#### Task objective:
Output the entries as they appear, skipping images.

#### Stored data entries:

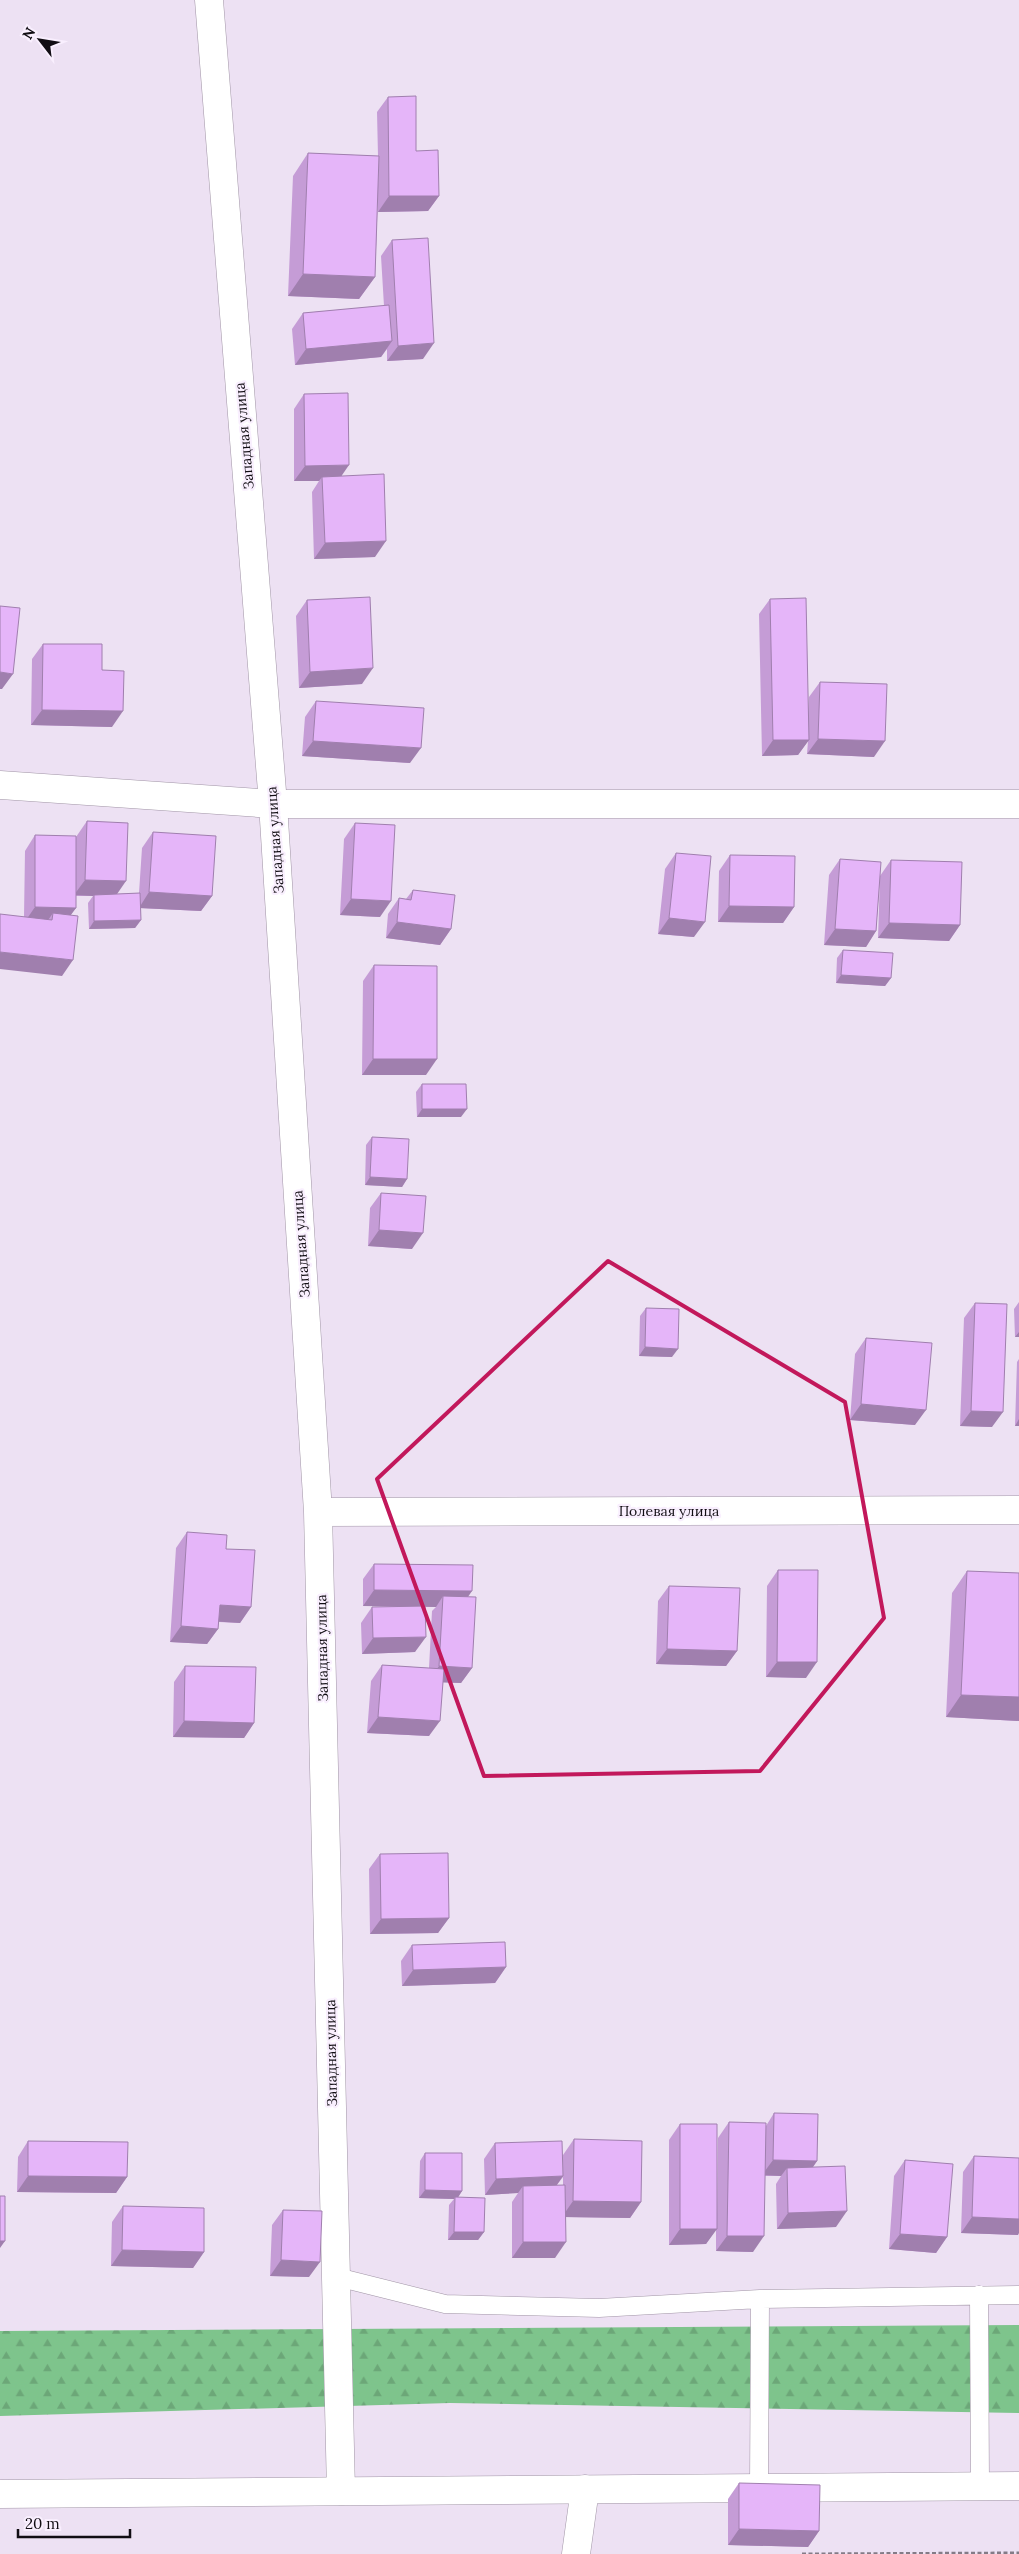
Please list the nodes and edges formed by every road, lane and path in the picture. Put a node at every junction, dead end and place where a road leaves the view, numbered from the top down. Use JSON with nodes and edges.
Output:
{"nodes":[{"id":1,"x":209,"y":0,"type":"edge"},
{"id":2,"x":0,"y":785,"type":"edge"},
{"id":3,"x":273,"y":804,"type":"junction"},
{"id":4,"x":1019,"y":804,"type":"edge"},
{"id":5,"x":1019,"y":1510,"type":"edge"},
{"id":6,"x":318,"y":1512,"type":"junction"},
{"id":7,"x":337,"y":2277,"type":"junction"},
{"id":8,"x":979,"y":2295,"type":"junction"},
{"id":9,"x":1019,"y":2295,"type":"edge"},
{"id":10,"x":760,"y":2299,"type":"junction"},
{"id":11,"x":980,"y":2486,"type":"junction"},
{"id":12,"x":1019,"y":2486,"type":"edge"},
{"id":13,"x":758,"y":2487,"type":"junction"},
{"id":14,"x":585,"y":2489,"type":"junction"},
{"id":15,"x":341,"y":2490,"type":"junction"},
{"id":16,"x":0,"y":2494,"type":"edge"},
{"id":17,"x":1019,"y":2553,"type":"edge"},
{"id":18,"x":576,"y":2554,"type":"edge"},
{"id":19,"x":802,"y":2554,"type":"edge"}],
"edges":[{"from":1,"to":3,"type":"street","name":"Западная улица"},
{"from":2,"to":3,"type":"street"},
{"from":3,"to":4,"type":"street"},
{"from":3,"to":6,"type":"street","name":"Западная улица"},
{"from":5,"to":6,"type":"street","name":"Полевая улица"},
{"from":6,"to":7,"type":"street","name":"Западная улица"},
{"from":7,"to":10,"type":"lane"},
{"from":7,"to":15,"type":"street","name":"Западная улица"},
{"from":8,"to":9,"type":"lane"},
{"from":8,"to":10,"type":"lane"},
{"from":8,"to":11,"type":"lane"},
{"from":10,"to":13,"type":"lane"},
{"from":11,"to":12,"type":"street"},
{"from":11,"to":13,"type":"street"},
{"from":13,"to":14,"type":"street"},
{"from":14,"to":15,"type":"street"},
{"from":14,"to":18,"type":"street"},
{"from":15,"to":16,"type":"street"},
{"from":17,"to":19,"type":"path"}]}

#### Your solution:
Please list the nodes and edges formed by every road, lane and path in the picture. Put a node at every junction, dead end and place where a road leaves the view, numbered from the top down. Use JSON with nodes and edges.
Output:
{"nodes":[{"id":1,"x":209,"y":0,"type":"edge"},
{"id":2,"x":0,"y":785,"type":"edge"},
{"id":3,"x":273,"y":804,"type":"junction"},
{"id":4,"x":1019,"y":804,"type":"edge"},
{"id":5,"x":1019,"y":1510,"type":"edge"},
{"id":6,"x":318,"y":1512,"type":"junction"},
{"id":7,"x":337,"y":2277,"type":"junction"},
{"id":8,"x":979,"y":2295,"type":"junction"},
{"id":9,"x":1019,"y":2295,"type":"edge"},
{"id":10,"x":760,"y":2299,"type":"junction"},
{"id":11,"x":980,"y":2486,"type":"junction"},
{"id":12,"x":1019,"y":2486,"type":"edge"},
{"id":13,"x":758,"y":2487,"type":"junction"},
{"id":14,"x":585,"y":2489,"type":"junction"},
{"id":15,"x":341,"y":2490,"type":"junction"},
{"id":16,"x":0,"y":2494,"type":"edge"},
{"id":17,"x":1019,"y":2553,"type":"edge"},
{"id":18,"x":576,"y":2554,"type":"edge"},
{"id":19,"x":802,"y":2554,"type":"edge"}],
"edges":[{"from":1,"to":3,"type":"street","name":"Западная улица"},
{"from":2,"to":3,"type":"street"},
{"from":3,"to":4,"type":"street"},
{"from":3,"to":6,"type":"street","name":"Западная улица"},
{"from":5,"to":6,"type":"street","name":"Полевая улица"},
{"from":6,"to":7,"type":"street","name":"Западная улица"},
{"from":7,"to":10,"type":"lane"},
{"from":7,"to":15,"type":"street","name":"Западная улица"},
{"from":8,"to":9,"type":"lane"},
{"from":8,"to":10,"type":"lane"},
{"from":8,"to":11,"type":"lane"},
{"from":10,"to":13,"type":"lane"},
{"from":11,"to":12,"type":"street"},
{"from":11,"to":13,"type":"street"},
{"from":13,"to":14,"type":"street"},
{"from":14,"to":15,"type":"street"},
{"from":14,"to":18,"type":"street"},
{"from":15,"to":16,"type":"street"},
{"from":17,"to":19,"type":"path"}]}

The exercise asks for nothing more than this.